Kolumnen_Unerwünschte Nebenwirkungen
Heldenlieder
Dr. Trash empfiehlt: Fallen Sie nicht aufs falsche "virale Marketing" rein - wenn man Ihnen wieder einmal sowas wie Schweinegrippe oder Zeckenpest einreden will. Studieren Sie lieber die Vermarktungs- und Fan-Universen von phantastischen "properties". Dort gibt es genug Möglichkeiten, sich anzustecken. Mit Begeisterung zum Beispiel.
05.06.2009
Heute wird mehr gelesen als je zuvor.
So so, denken Sie jetzt wahrscheinlich. Fängt der Doc also schon wieder mit einem seiner provokanten Sätze an ... Aber es stimmt: Die Anzahl der Leser hat zugenommen - und zwar nicht nur in absoluten Zahlen (weil es halt mehr Menschen auf der Welt gibt), sondern auch in relativen.
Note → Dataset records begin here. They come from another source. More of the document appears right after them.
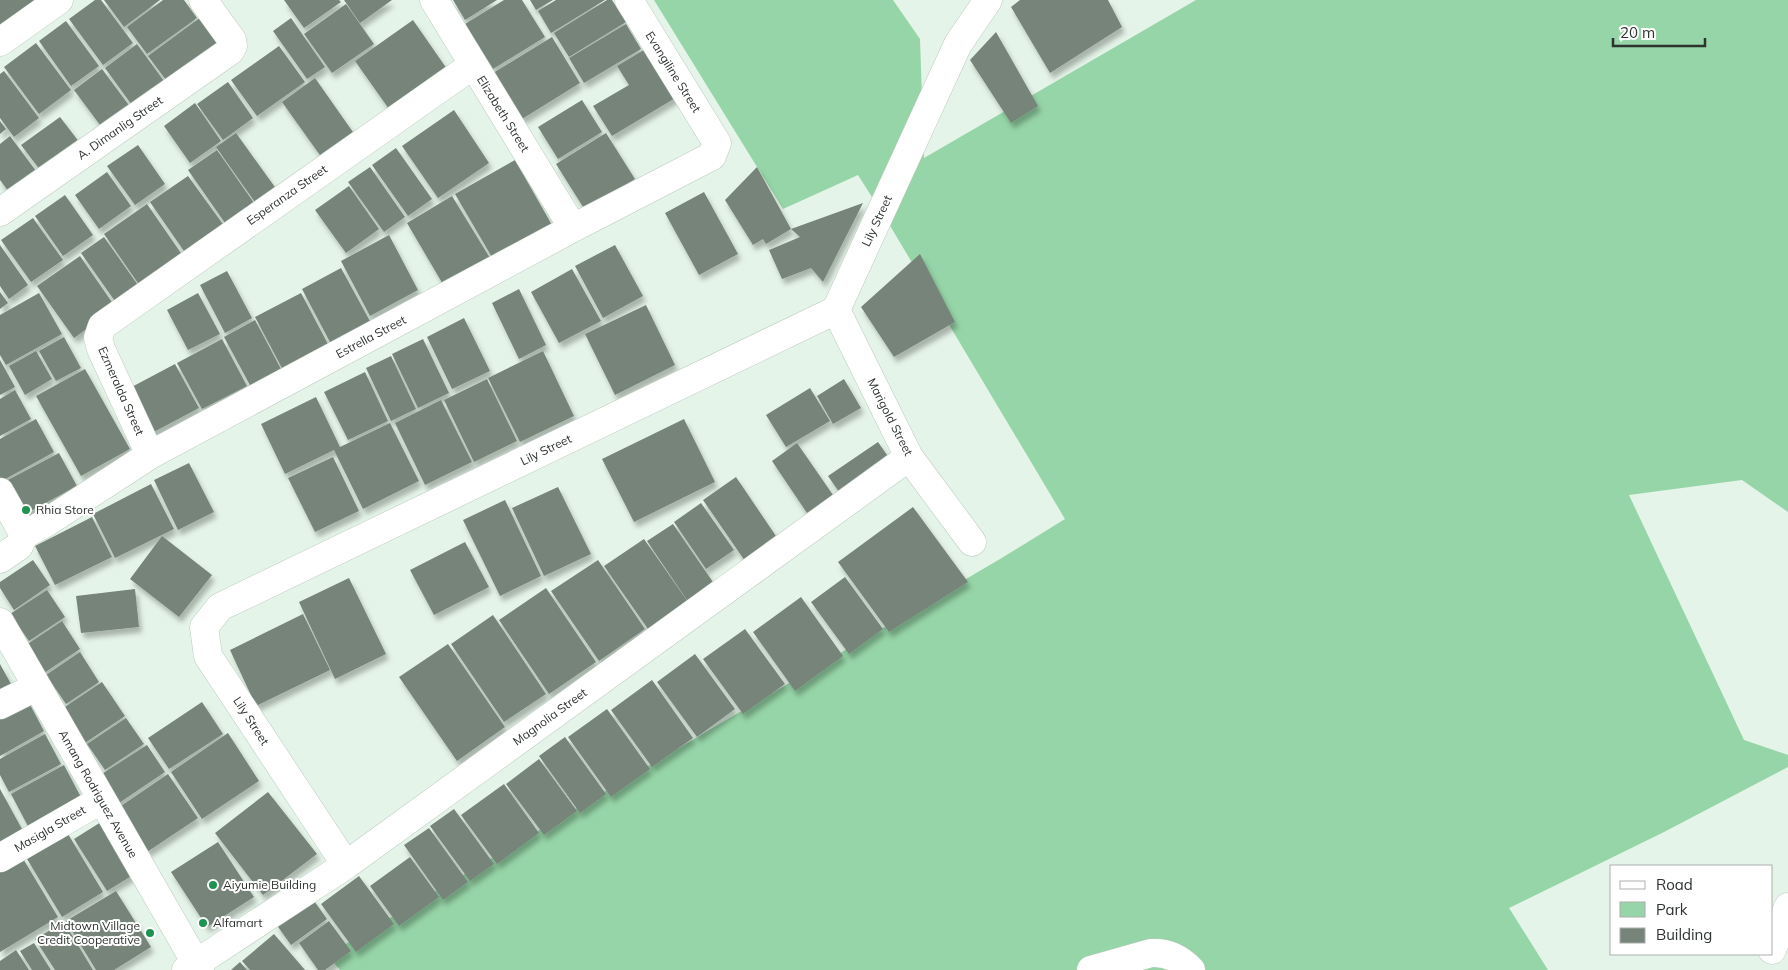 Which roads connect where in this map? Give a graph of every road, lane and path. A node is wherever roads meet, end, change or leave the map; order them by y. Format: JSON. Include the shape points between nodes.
{"nodes":[{"id":1,"x":59,"y":0,"type":"edge"},
{"id":2,"x":203,"y":0,"type":"edge"},
{"id":3,"x":434,"y":0,"type":"edge"},
{"id":4,"x":629,"y":0,"type":"edge"},
{"id":5,"x":988,"y":0,"type":"edge"},
{"id":6,"x":0,"y":42,"type":"edge"},
{"id":7,"x":473,"y":65,"type":"junction"},
{"id":8,"x":717,"y":143,"type":"joint"},
{"id":9,"x":0,"y":212,"type":"edge"},
{"id":10,"x":573,"y":228,"type":"junction"},
{"id":11,"x":836,"y":310,"type":"junction"},
{"id":12,"x":102,"y":326,"type":"joint"},
{"id":13,"x":150,"y":455,"type":"junction"},
{"id":14,"x":909,"y":457,"type":"junction"},
{"id":15,"x":0,"y":492,"type":"edge"},
{"id":16,"x":24,"y":535,"type":"junction"},
{"id":17,"x":972,"y":542,"type":"dead end"},
{"id":18,"x":0,"y":559,"type":"edge"},
{"id":19,"x":0,"y":622,"type":"edge"},
{"id":20,"x":36,"y":686,"type":"junction"},
{"id":21,"x":0,"y":705,"type":"edge"},
{"id":22,"x":101,"y":800,"type":"junction"},
{"id":23,"x":0,"y":858,"type":"edge"},
{"id":24,"x":346,"y":866,"type":"junction"},
{"id":25,"x":1788,"y":907,"type":"edge"},
{"id":26,"x":1773,"y":947,"type":"edge"},
{"id":27,"x":1770,"y":955,"type":"edge"},
{"id":28,"x":194,"y":968,"type":"edge"},
{"id":29,"x":1091,"y":970,"type":"edge"},
{"id":30,"x":1190,"y":970,"type":"edge"},
{"id":31,"x":1764,"y":970,"type":"edge"}],
"edges":[{"from":1,"to":6,"type":"street"},
{"from":2,"to":9,"type":"street","name":"A. Dimanlig Street","via":[[232,40],[230,51]]},
{"from":3,"to":7,"type":"street","name":"Elizabeth Street"},
{"from":4,"to":8,"type":"street","name":"Evangiline Street"},
{"from":5,"to":11,"type":"street","name":"Lily Street","via":[[958,44]]},
{"from":7,"to":10,"type":"street","name":"Elizabeth Street"},
{"from":7,"to":12,"type":"street","name":"Esperanza Street"},
{"from":8,"to":10,"type":"street","name":"Estrella Street","via":[[712,156]]},
{"from":10,"to":13,"type":"street","name":"Estrella Street"},
{"from":11,"to":14,"type":"street","name":"Marigold Street"},
{"from":11,"to":24,"type":"street","name":"Lily Street","via":[[220,607],[204,627],[208,656]]},
{"from":12,"to":13,"type":"street","name":"Ezmeralda Street","via":[[98,338],[101,349]]},
{"from":13,"to":16,"type":"street","name":"Estrella Street"},
{"from":14,"to":17,"type":"street","name":"Marigold Street"},
{"from":14,"to":24,"type":"street","name":"Magnolia Street"},
{"from":15,"to":16,"type":"street"},
{"from":16,"to":18,"type":"street","via":[[18,546]]},
{"from":19,"to":20,"type":"street","name":"Amang Rodriguez Avenue"},
{"from":20,"to":21,"type":"street"},
{"from":20,"to":22,"type":"street","name":"Amang Rodriguez Avenue"},
{"from":22,"to":23,"type":"street","name":"Masigla Street"},
{"from":22,"to":28,"type":"street","name":"Amang Rodriguez Avenue"},
{"from":24,"to":28,"type":"street","name":"Magnolia Street"},
{"from":25,"to":26,"type":"street"},
{"from":27,"to":31,"type":"street"},
{"from":29,"to":30,"type":"street","via":[[1159,952],[1172,956]]}]}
Wir, die wir mit Büchern aufgewachsen sind, müssen nur unseren überkommenen Begriff von Lektüre aufgeben und uns ansehen, was da alles an Lesestoff herumschwirrt. Das fängt mit altmodischen Druckwerken wie Büchern und Comics an, setzt sich über E-Book-Experimente und Klassiker-Online-Archive fort und hört bei Literatur in Weblogs, auf Handys sowie iPods oder im CD-Format noch lange nicht auf. Und auch die Art, wie wir geschriebene Worte konsumieren - wenn wir uns darauf einlassen -, ist nicht mehr dieselbe, lineare wie vor 30 oder 40 Jahren. In den Nullenjahren des neuen Jahrtausends ist aus dem Lesen eine Art Rätselrallye geworden, ein Detektivspiel, das uns quer durch die Medienwelt nach Fortsetzungen, Hinweisen und neuen Inhalten suchen läßt, wie in einer formalen Weiterführung von Andreas Okopenkos "Lexikonroman" aus dem Jahre 1970. Aus dem Gefundenen setzen wir dann in unseren Köpfen und auf unseren Festplatten neue Welten oder gar Universen zusammen, denen man auch mit dem nächsten Informationskrümel gern wieder einen Besuch abstattet.
Nehmen wir als Beispiel Heroes her. "Aber das ist doch eine Fernsehserie!" empören sich Pop-Kundige an dieser Stelle. Richtig. Doch die mittlerweile drei Staffeln lange Geschichte ganz normaler Menschen, die plötzlich außergewöhnliche Fähigkeiten entwickeln und zu Superhelden oder -schurken werden, ist viel mehr als das. Die Idee ist zwar nichts Neues und wurde schon ausführlich in der Romanreihe "Wild Cards" behandelt, von der in der allerersten dieser Kolumnen die Rede war - doch "Heroes" wird von der ersten Stunde an durch Webcomics, offizielle und fingierte Websites mit vielen Zusatzinformationen, interaktive "iStories", Handy-Inhalte, Promo-Kooperationen, DVD-Extras, ein Roman-Spin-off ("Saving Charlie", leider eine eher schwache Meldung), Webisodes usw. usf. begleitet.
Ob man das auf modern "viral marketing" oder "projectile vomiting" nennt, weiß der Doc nicht so genau, und es ist ihm auch egal. Fest steht aber, daß man auf der Suche nach der gesamten Handlung, nach jedem einzelnen Helden, den die vifen Macher erfunden haben, viel Zeit mit Lesen verbringt. Und das gilt nicht nur für "Heroes", sondern auch für die absolut mysteriöse Mystery-Serie "Lost". Oder für Filme wie "Cloverfield".
Lesen wir also weiter. "Dann sind wir Helden - für einen Tag ..." Oder auch viel länger.